Residents across the region are preparing “go bags” for swift evacuation, clearing 30 foot areas around their homes as a “defensible perimeter” for firefighters, and dealing, however they can, with omnipresent smoke and ash. Even in San Francisco’s Financial District, the skyscrapers were bathed in an odd yellow light and the air smelled like woodsmoke on Monday.
California’s “fire season”—June to December, due to the dry weather—rarely gets off to such a roaring, terrifying start: Around 1.4 million acres have already burned thus far in 2020, exceeding the year-end totals of every year but 2018. Four months remain.
The almost unprecedented size of the blazes is due in part to a perfect storm—literally, California was battered by dry thunderstorms last week. These “lightning sieges” occur every 10 to 15 years in the state, sparking hundreds of blazes that link together to form the aforementioned “lightning complexes.”
Jon Keeley, a research scientist at the U.S. Geological Survey, stressed that these weather patterns and associated fires are not new. “On a decadal scale, this is not bizarre,” he tells The Dispatch. “This is not some Armageddon, this is something that has happened before, [and] will happen again.”
While important, Keeley said, warming temperatures are far from the only factor contributing to the state’s fire woes. He noted that 2008 saw similarly large lightning storms and wildfires, even in the absence of a heat wave like 2020’s. “Fire is more complicated than what the climatologists are saying,” he said.
In fact, California’s current situation may stem largely from the state’s own firefighting success.

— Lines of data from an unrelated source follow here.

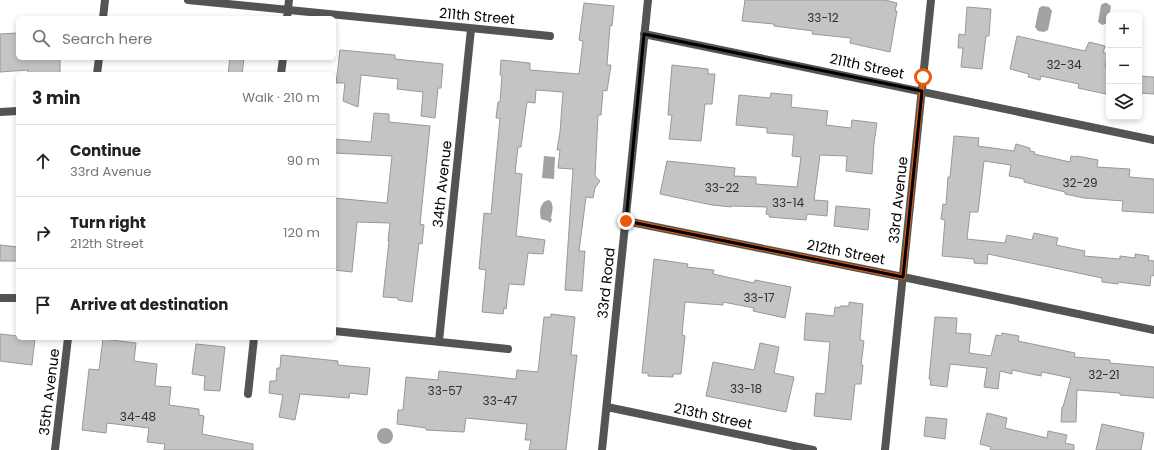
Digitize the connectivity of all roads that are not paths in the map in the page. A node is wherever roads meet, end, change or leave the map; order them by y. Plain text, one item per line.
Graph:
1 (105, 0) edge
2 (188, 0) edge
3 (289, 0) edge
4 (648, 0) edge
5 (931, 0) edge
6 (287, 14) edge
7 (103, 16) edge
8 (312, 16) edge
9 (336, 18) edge
10 (471, 29) junction
11 (644, 34) junction
12 (550, 36) dead end
13 (99, 60) edge
14 (283, 60) edge
15 (97, 72) edge
16 (281, 72) edge
17 (922, 91) junction
18 (16, 111) edge
19 (0, 112) edge
20 (1154, 140) edge
21 (626, 221) junction
22 (903, 277) junction
23 (0, 298) edge
24 (16, 298) edge
25 (1154, 330) edge
26 (336, 331) edge
27 (68, 340) edge
28 (254, 340) edge
29 (439, 341) junction
30 (508, 349) dead end
31 (248, 394) dead end
32 (607, 407) junction
33 (55, 450) edge
34 (602, 450) edge
35 (813, 450) edge
36 (885, 450) edge

1 - 7 street
2 - 6 street, 211th Street
3 - 6 street
4 - 11 street, 33rd Road
5 - 17 street, 33rd Avenue
6 - 8 street, 211th Street
9 - 10 street, 211th Street
10 - 12 street, 211th Street
10 - 29 street, 34th Avenue
11 - 17 street, 211th Street
11 - 21 street, 33rd Road
13 - 15 street
14 - 16 street
17 - 20 street, 211th Street
17 - 22 street, 33rd Avenue
18 - 19 street
21 - 22 street, 212th Street
21 - 32 street, 33rd Road
22 - 25 street, 212th Street
22 - 36 street, 33rd Avenue
23 - 24 street
26 - 29 street
27 - 33 street, 35th Avenue
28 - 31 street
29 - 30 street
32 - 34 street, 33rd Road
32 - 35 street, 213th Street

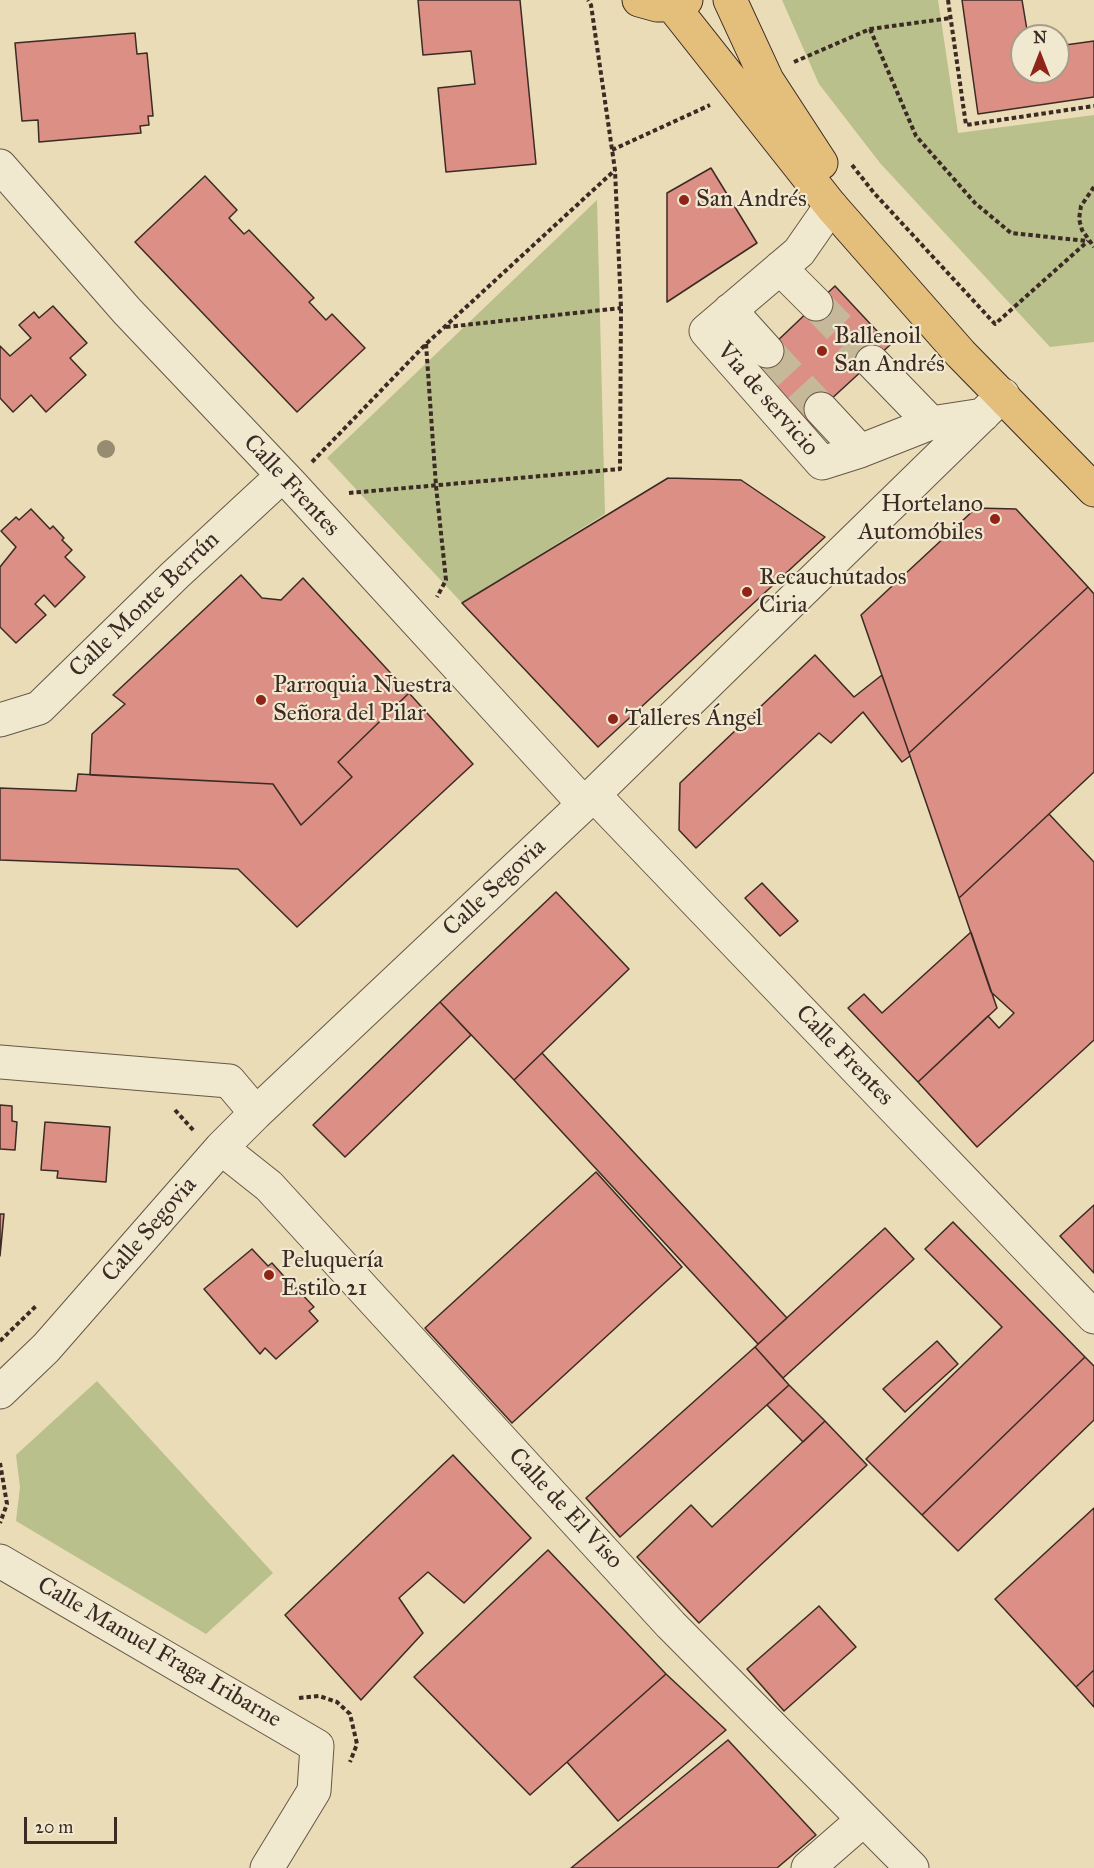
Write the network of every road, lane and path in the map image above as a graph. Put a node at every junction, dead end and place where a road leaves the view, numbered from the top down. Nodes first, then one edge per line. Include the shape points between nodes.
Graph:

Keeley said the “vast majority” of the Santa Cruz Mountains area currently in flames “has never burned since 1910; this is a result of fire suppression.”
Human efforts to squelch blazes before they spread—successful firefighting—have created large stretches of forest where undergrowth piles up, waiting to act as kindling for a massive firestorm. This is not natural: In a world without human interference, smaller fires would have periodically cleared out the fuel. In many parts of the state, Californians have, in effect, traded multiple smaller fires for fewer, much larger, ones.

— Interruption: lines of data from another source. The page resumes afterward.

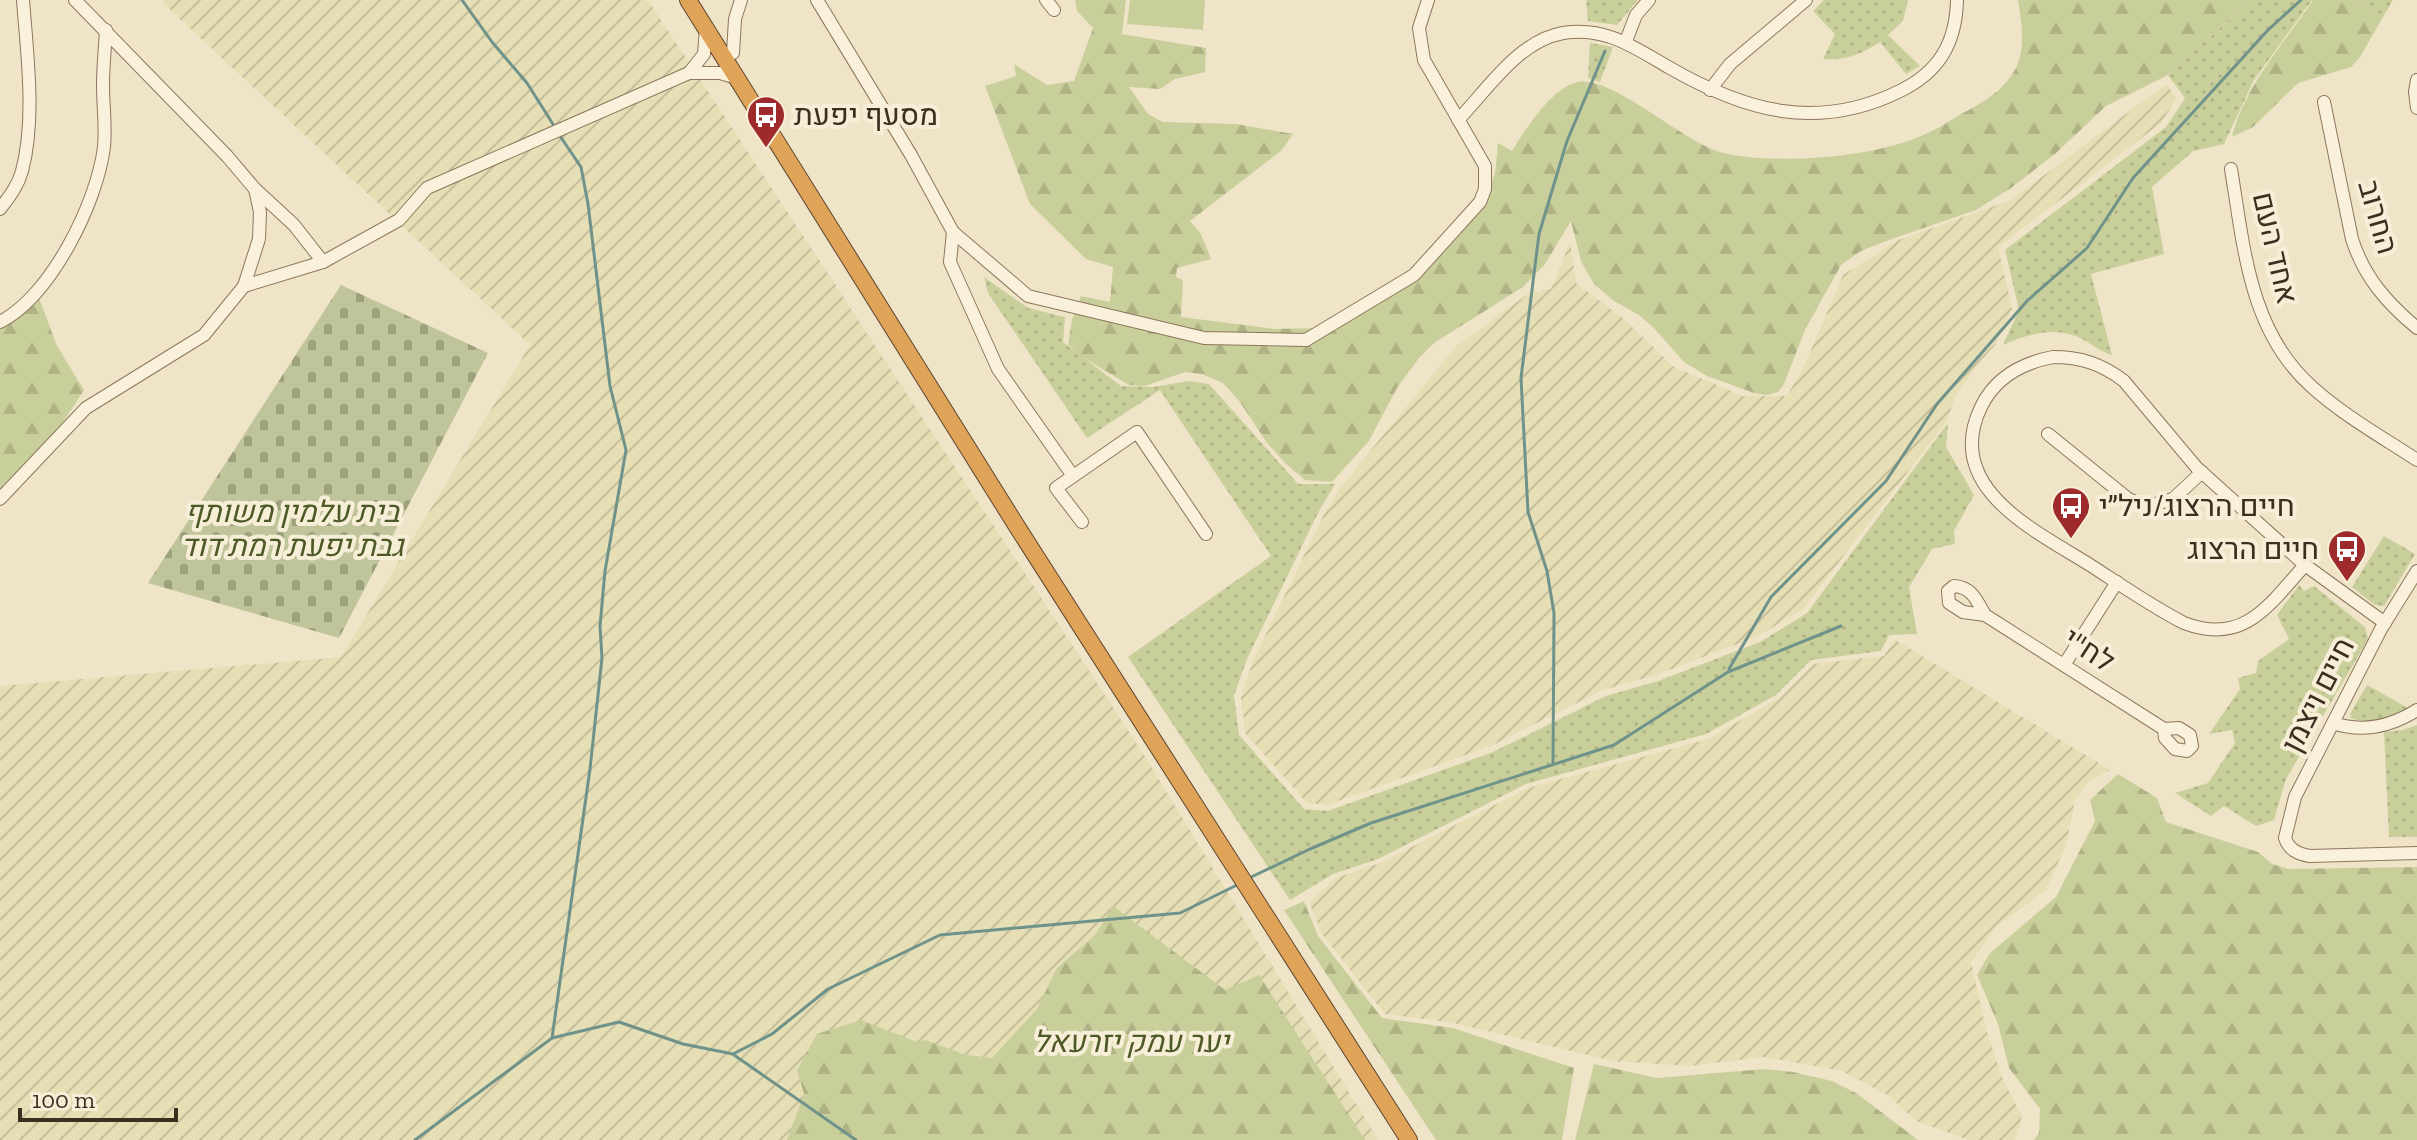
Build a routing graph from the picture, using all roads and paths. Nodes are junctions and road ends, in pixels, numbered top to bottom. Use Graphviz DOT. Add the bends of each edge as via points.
graph roads {
  1 [pos="23,0"];
  2 [pos="75,0"];
  3 [pos="688,0"];
  4 [pos="700,0"];
  5 [pos="741,0"];
  6 [pos="817,0"];
  7 [pos="1428,0"];
  8 [pos="1649,0"];
  9 [pos="1806,0"];
  10 [pos="1957,0"];
  11 [pos="706,29"];
  12 [pos="106,30"];
  13 [pos="1626,41"];
  14 [pos="733,53"];
  15 [pos="689,73"];
  16 [pos="738,79"];
  17 [pos="2417,80"];
  18 [pos="1710,90"];
  19 [pos="2324,102"];
  20 [pos="2417,108"];
  21 [pos="1458,120"];
  22 [pos="2231,169"];
  23 [pos="255,189"];
  24 [pos="813,196"];
  25 [pos="0,209"];
  26 [pos="953,232"];
  27 [pos="323,262"];
  28 [pos="244,286"];
  29 [pos="0,322"];
  30 [pos="2417,328"];
  31 [pos="2048,434"];
  32 [pos="2417,460"];
  33 [pos="2202,472"];
  34 [pos="1073,476"];
  35 [pos="0,499"];
  36 [pos="1082,522"];
  37 [pos="1206,534"];
  38 [pos="2305,565"];
  39 [pos="2417,571"];
  40 [pos="2117,582"];
  41 [pos="1985,615"];
  42 [pos="2385,623"];
  43 [pos="2064,665"];
  44 [pos="2417,710"];
  45 [pos="2333,723"];
  46 [pos="2164,729"];
  47 [pos="2417,853"];
  48 [pos="1409,1140"];
  1 -- 25 [label="street" via="30,103 22,170"];
  2 -- 12 [label="street"];
  3 -- 11 [label="highway"];
  4 -- 14 [label="highway"];
  5 -- 14 [label="street"];
  6 -- 26 [label="street"];
  7 -- 21 [label="street" via="1419,28 1424,60"];
  8 -- 13 [label="street"];
  9 -- 18 [label="street" via="1730,64"];
  10 -- 18 [label="street" via="1944,55 1925,77 1892,95 1839,109 1782,112"];
  11 -- 15 [label="street" via="704,54"];
  11 -- 16 [label="highway"];
  12 -- 23 [label="street"];
  12 -- 29 [label="street" via="105,128 94,187 62,255 36,294"];
  13 -- 18 [label="street"];
  13 -- 21 [label="street" via="1595,32 1548,37 1523,51"];
  14 -- 24 [label="highway"];
  15 -- 16 [label="street"];
  15 -- 27 [label="street" via="427,188 399,220"];
  16 -- 24 [label="highway"];
  17 -- 20 [label="street"];
  19 -- 30 [label="street, החרוב" via="2358,260 2381,295"];
  21 -- 26 [label="street" via="1485,166 1480,202 1414,275 1306,340 1204,338 1028,296"];
  22 -- 32 [label="street, אחד העם" via="2257,305 2283,353 2327,400"];
  23 -- 27 [label="street"];
  23 -- 28 [label="street" via="259,239"];
  24 -- 48 [label="highway"];
  26 -- 34 [label="street" via="950,262 998,369"];
  27 -- 28 [label="street"];
  28 -- 35 [label="street" via="204,335 86,408"];
  31 -- 33 [label="street" via="2145,507 2173,499"];
  33 -- 38 [label="street"];
  33 -- 40 [label="street" via="2124,381 2099,365 2069,357 2037,360 1991,391 1973,430 1974,457 1984,484 2017,519"];
  34 -- 36 [label="street" via="1056,488"];
  34 -- 37 [label="street" via="1137,432"];
  38 -- 40 [label="street" via="2259,615 2227,630 2184,623"];
  38 -- 42 [label="street"];
  39 -- 42 [label="street, חיים ויצמן"];
  40 -- 43 [label="street"];
  41 -- 43 [label="street, לח\"י"];
  42 -- 45 [label="street, חיים ויצמן"];
  43 -- 46 [label="street, לח\"י"];
  44 -- 45 [label="street" via="2378,727"];
  45 -- 47 [label="street, חיים ויצמן" via="2289,813 2285,838 2291,849 2310,856"];
}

The fire season in California, Keeley said, is split into roughly two phases. The first is what the state is experiencing right now, and largely consists of “fuel-dominated” fires like the SCU Lightning Complex. The second phase is made up mostly of “wind-dominated” fires, occurring predominantly in the fall, when the strong, dry, Santa Ana winds sweep into the coastal areas of the state. They depend on ignition events, like arson or downed power lines, to take off.
This second phase is much more dangerous: While the current fires are extremely large, they have, for the most part, occurred in low density areas. Wind-dominated fires, however, can spread to cities and towns much more easily. The 2018 Camp Fire, for example, resulted in 85 fatalities and more than 18,000 structures destroyed.

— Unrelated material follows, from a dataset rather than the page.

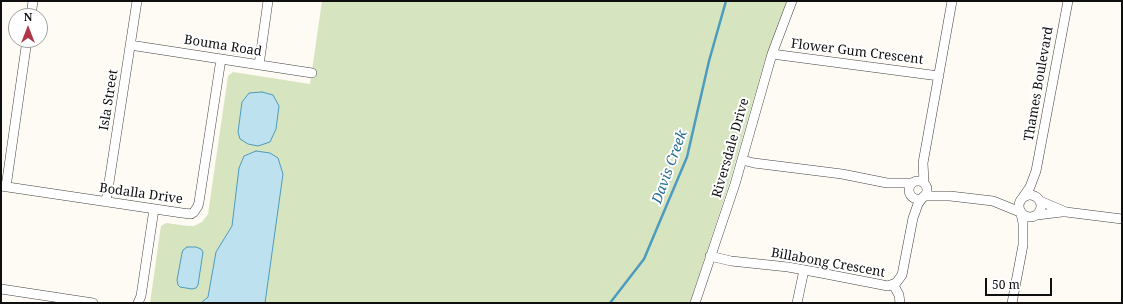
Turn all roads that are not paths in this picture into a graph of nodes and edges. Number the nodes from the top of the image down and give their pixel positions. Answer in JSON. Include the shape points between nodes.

Wind-dominated fires are becoming more frequent, and power lines have recently overtaken arson as their most common ignition. “Population growth is fundamental” to these trends, Keeley says. More people (and electricity), in more places, means more fire risk. In 1964, the Hanley Fire in Sonoma County destroyed 100 structures and killed no one. In 2017, the Tubbs Fire, covering largely the same area, destroyed 5,500 structures and killed 22.
So California has two different phases to its fire season, and both are getting worse—albeit for different reasons. But Keeley stressed a few tangible reforms that could go a long way in limiting the damage.
The effective use of controlled burns in remote areas where lightning strikes tends to start fires that can keep fuel from accumulating. Improved power line safety and emergency preparedness measures can better protect coastal areas most susceptible to wind-dominated fires.
But the state has to get through this year’s fire season, first. As Cal Fire unit chief Shana Joness aid in a Tuesday press briefing, “Once this fire is done, we have a very long time to go.”
James Sutton is an ISI fall fellow for The Dispatch.